In itself, no ill effects, but...
A lot of research has been done on the effects of dyeing your hair. No studies found any adverse effects. Also, only a minimal amount of the dyes enter your bloodstream through your scalp. Still, we would recommend you read the article on exposure to chemical substances read and make your own choices as a result of this article whether or not you think it is wise to dye your hair.


No problem
A question not everyone dares to ask, but the answer is, yes! It never hurts to have sex when you are pregnant, unless your waters have broken or you are bleeding. 

Hard belly due to lovemaking
The baby is well wrapped in amniotic fluid and will notice little more than when you walk up the stairs at pace. When making love, the uterus may get hard, that's because oxytocin is released. There is no harm in that. If the uterus is not yet ready to give birth, you will not get any dilation contractions from this. Such a hard uterus will soften on its own, although it can sometimes take up to an hour. It feels tight.

In short: don't be denied the pleasure.

Holidays and flying

Holidays = relaxation
If the pregnancy is going well, there is no objection to going on holiday. On the contrary, it is a good way to relax and prepare together for the arrival of the little one. When pregnant with a first child, it is also known as the babymoon. 

Choose your destination wisely
Choose wisely where you go, though. High in the mountains is less favourable for you and your baby because of less oxygen in the air. We also advise against the tropics because of (tropical) infectious diseases. 

On the plane?
There is little objection to flying during pregnancy. But at the end of pregnancy, airlines no longer want to carry pregnant women. Not because it is harmful to the pregnancy, but because they do not want to risk giving birth on board and possibly an emergency landing for that. So before you make a booking, find out up to what gestational age the airline will take you. With us, you can then get a pregnancy declaration to take with you.

Infectious diseases

Be alert
Infectious diseases such as rubella, chickenpox, fifth disease or cytomegaly virus (CMV) can make not only yourself but also your baby sick during your pregnancy. It is therefore important to contact us immediately if you have had contact with someone who has this disease. We will then assess whether additional tests or possible vaccinations are necessary.


Gums inflamed faster
People used to say: 'Every child costs a tooth'. Fortunately, this is not true. But when you are pregnant, you can get cavities faster because your gums bleed much more easily. When you are pregnant, the blood vessels in your mouth break down faster than normal. As a result, your gums can become inflamed faster. This is because more blood flows through the veins in your mouth when you are pregnant.

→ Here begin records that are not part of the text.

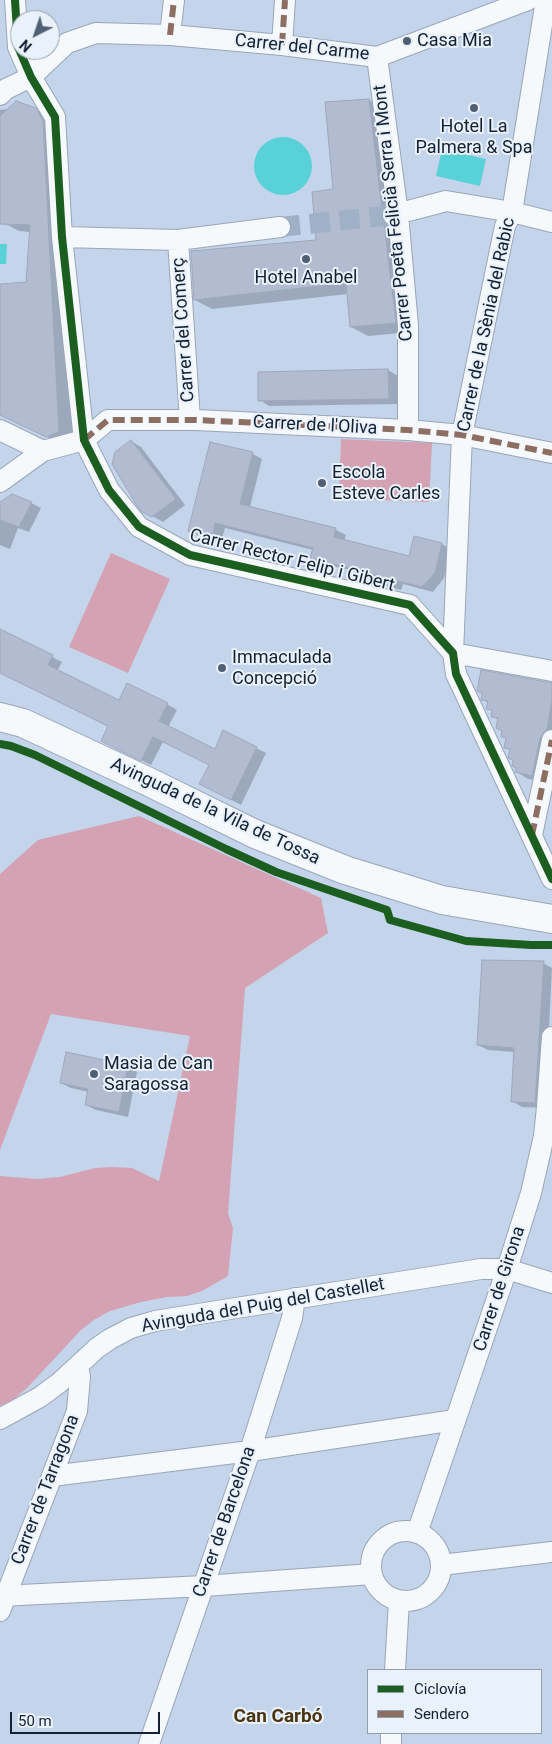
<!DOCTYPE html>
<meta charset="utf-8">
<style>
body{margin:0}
#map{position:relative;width:552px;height:1744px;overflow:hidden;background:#c3d4eb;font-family:Roboto,sans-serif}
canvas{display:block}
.legend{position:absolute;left:367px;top:1669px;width:175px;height:65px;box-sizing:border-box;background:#e9f1fb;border:1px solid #939eab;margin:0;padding:6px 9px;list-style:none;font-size:15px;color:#122134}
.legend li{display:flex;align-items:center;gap:10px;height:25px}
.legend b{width:25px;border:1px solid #939eab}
.north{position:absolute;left:10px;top:10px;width:50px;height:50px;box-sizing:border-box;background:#e9f1fb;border:1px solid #939eab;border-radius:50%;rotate:221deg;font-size:14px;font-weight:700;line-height:20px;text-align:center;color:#122134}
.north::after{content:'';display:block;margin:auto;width:18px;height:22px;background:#506074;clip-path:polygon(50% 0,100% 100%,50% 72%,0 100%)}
.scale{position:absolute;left:10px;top:1712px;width:150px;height:22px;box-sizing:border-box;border:2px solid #122134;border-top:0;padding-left:6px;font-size:15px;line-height:18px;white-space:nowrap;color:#122134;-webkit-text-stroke:4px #e9f1fb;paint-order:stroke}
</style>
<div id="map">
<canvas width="552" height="1744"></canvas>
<ul class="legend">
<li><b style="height:6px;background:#1b5e20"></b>Ciclovía</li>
<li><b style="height:6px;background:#8d6e63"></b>Sendero</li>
</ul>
<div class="north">N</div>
<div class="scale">50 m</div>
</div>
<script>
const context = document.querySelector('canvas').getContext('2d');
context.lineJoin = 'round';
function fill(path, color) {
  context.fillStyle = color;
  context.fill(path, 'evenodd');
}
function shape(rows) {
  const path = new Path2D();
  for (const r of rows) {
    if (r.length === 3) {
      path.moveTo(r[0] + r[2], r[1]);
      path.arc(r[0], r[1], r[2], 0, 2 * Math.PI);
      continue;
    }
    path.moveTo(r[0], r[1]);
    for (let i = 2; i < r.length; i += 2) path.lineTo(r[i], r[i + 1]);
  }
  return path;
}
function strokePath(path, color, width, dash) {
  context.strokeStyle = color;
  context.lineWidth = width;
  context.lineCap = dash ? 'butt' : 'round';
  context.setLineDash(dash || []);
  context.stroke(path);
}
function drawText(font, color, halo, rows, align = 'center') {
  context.font = font + ' Roboto,sans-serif';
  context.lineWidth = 4;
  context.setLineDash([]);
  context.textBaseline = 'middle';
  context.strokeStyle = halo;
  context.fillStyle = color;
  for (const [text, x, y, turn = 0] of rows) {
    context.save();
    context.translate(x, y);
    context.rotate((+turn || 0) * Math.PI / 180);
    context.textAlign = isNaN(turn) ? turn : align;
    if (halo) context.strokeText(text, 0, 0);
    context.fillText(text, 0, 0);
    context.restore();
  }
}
const green = shape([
 [341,439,432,443,429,502,339,498],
 [111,553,170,579,128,673,69,647],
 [139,816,321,898,328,933,245,988,228,1213,233,1228,228,1276,202,1291,187,1296,167,1297,141,1302,110,1311,94,1320,81,1330,27,1388,14,1399,0,1406,0,1176,37,1179,60,1177,95,1168,112,1167,132,1168,159,1181,190,1036,51,1014,0,1150,0,874,38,840]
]);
const water = shape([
 [283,166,29],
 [442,149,486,159,480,186,436,176],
 [0,244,7,244,6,264,0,264]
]);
const shadow = shape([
 [369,100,385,110,412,332,368,336,351,327,348,294,212,309,195,300,318,241,335,190],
 [8,109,35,110,50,118,57,130,73,440,62,444,0,415,0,285,27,283,30,232,19,231,4,223,0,218,0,110],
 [388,370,398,376,398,404,269,406,260,400],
 [131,441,141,447,185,505,163,522,143,511],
 [211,443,253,454,262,459,250,507,336,530,346,535,344,541,410,558,415,537,442,544,452,550,444,578,433,592,403,584,401,590,386,586,376,580,377,577,321,563,311,558,313,550,225,528,221,542,199,536,189,531],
 [31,503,41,508,29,532,18,528,10,549,0,545,0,504],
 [0,631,62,662,57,671,119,701,167,704,177,710,168,727,215,750,224,732,266,753,241,805,210,789,210,765,163,742,151,765,112,746,109,727,0,673],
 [552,684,552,749,544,782,528,779,517,772,517,767,511,750,506,747,507,739,503,737,504,730,499,720,492,716,493,711,488,708,489,703,482,699],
 [543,963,552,968,545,1108,522,1107,512,1101,515,1052,488,1050,478,1045],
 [127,1066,137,1072,128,1117,96,1110,86,1105,89,1092,71,1088,61,1083]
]);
const building = shape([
 [369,99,382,210,381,218,384,222,396,323,350,327,346,283,194,300,191,251,316,240,312,192,333,189,325,102,369,99],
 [16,101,36,108,43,121,59,432,46,437,0,415,0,284,26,282,30,225,0,224,0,116,16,101],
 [388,369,389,399,258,401,258,372,388,369],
 [131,440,176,499,152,517,142,512,136,504,112,464,115,452,131,440],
 [210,442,253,452,240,504,336,528,334,537,409,556,414,536,442,543,435,573,422,587,393,580,391,585,375,581,376,575,310,558,313,548,215,523,212,538,188,531,210,442],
 [12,494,32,502,19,527,0,520,0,502,12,494],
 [0,629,53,655,48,665,119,700,127,683,168,703,159,721,215,749,223,730,257,747,231,800,199,784,209,765,153,737,141,761,101,741,108,726,0,673,0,629],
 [481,670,552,683,552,700,547,730,540,738,532,776,515,772,516,768,512,766,513,760,508,758,510,749,504,748,506,738,501,737,502,731,496,728,498,718,491,717,492,710,486,709,488,701,481,700,482,693,477,691,481,670],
 [482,960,544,961,535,1103,511,1102,514,1048,477,1045,482,960],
 [66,1052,128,1065,119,1112,85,1105,88,1089,60,1083,66,1052]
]);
const streetTunnel = shape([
 [280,227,393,215]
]);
const street = shape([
 [15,0,18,47,31,77,55,117,62,237,84,440,109,490,139,527,190,555,410,605,453,653,456,674,552,879],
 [546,0,512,212,505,226,462,435,453,653,552,671],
 [170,35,174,0],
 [282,45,285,0],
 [377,57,398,214,408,326,408,430],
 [0,95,6,89,31,77,67,43,96,33,170,35,282,45,377,57,528,0],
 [393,215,446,201,512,212,552,222],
 [62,237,178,240,280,227],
 [178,240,190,420],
 [0,430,43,451,84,440,108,420,196,420,408,430,462,435,552,453],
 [0,482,43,451],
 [532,835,552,740],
 [0,1419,40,1397,59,1383,97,1348,110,1339,131,1328,155,1321,481,1269,507,1269,552,1283],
 [52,1476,250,1451,455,1420],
 [406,1566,35],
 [417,1533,507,1269,531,1193,544,1136,547,1107,552,1037],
 [441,1565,552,1552],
 [0,1596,204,1586,372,1574],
 [0,1611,77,1411,80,1377,78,1366],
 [395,1670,399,1601],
 [149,1744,250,1451,292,1318,295,1298],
 [391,1744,391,1733]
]);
const secondary = shape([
 [0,717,23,723,147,781,255,834,345,870,442,900,552,919]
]);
const quiet = shape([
 [170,35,174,0],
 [282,45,285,0],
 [84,440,108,420,196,420,408,430,462,435,552,453],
 [532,835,552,740]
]);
const cycleway = shape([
 [15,0,18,47,31,77,55,117,62,237,84,440,109,490,139,527,190,555,410,605,453,653,456,674,552,879],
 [0,744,11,746,35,755,226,849,276,872,387,910,390,920,466,941,531,945,552,945]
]);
const markers = [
 [407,41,5,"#506074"],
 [474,108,5,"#506074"],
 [306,259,5,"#506074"],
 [322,483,5,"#506074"],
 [222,668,5,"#506074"],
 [94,1074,5,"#506074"]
];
const poiNames = [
 ["Casa Mia",417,41],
 ["Hotel La",474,127,"center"],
 ["Palmera & Spa",474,148,"center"],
 ["Hotel Anabel",306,278,"center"],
 ["Escola",332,473],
 ["Esteve Carles",332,494],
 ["Immaculada",232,658],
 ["Concepció",232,679],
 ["Masia de Can",104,1064],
 ["Saragossa",104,1085]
];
const streetNames = [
 ["Carrer del Carme",302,48,6],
 ["Carrer Poeta Felicià Serra i Mont",394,213,-96],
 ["Carrer de la Sènia del Rabic",487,325,-78],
 ["Carrer del Comerç",184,330,-94],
 ["Carrer de l'Oliva",315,426,3],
 ["Carrer Rector Felip i Gibert",292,561,14],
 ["Avinguda de la Vila de Tossa",215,812,25],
 ["Carrer de Girona",500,1289,-72],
 ["Avinguda del Puig del Castellet",263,1306,-10],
 ["Carrer de Tarragona",46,1490,-69],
 ["Carrer de Barcelona",225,1522,-71]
];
const neighbourhoodNames = [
 ["Can Carbó",278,1717]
];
fill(green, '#d4a2b2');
fill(water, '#59d1d9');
fill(shadow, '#0003');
fill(building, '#b2bcd1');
strokePath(building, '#9ea7bc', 1);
strokePath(streetTunnel, '#a0b0c6', 20, [20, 10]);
strokePath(street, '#98a6b9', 22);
strokePath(secondary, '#98a6b9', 30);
strokePath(street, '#f6f9fc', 20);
strokePath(secondary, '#f6f9fc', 28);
strokePath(quiet, '#8d6e63', 6, [12, 6]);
strokePath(cycleway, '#1b5e20', 8);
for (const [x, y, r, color] of markers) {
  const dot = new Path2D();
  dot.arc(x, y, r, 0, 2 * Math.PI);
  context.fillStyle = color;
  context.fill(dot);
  strokePath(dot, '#e9f1fb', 2);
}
drawText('18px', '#122134', '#e9f1fb', poiNames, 'left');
drawText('18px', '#122134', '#e9f1fb', streetNames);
drawText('bold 19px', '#4b3511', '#e9f1fb', neighbourhoodNames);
</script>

Take good care of your teeth
According to several studies, untreated periodontitis could lead to premature birth. Why this is, is not exactly known yet. It is possibly caused by the inflammation causing increased activity of the body's immune response and this can trigger contractions. Moreover, bacteria can enter the placenta through the bloodstream and cause a rejection reaction there. So take good care of your teeth. This will prevent problems. 

It is wise to schedule extra visits to the dentist or dental hygienist during pregnancy.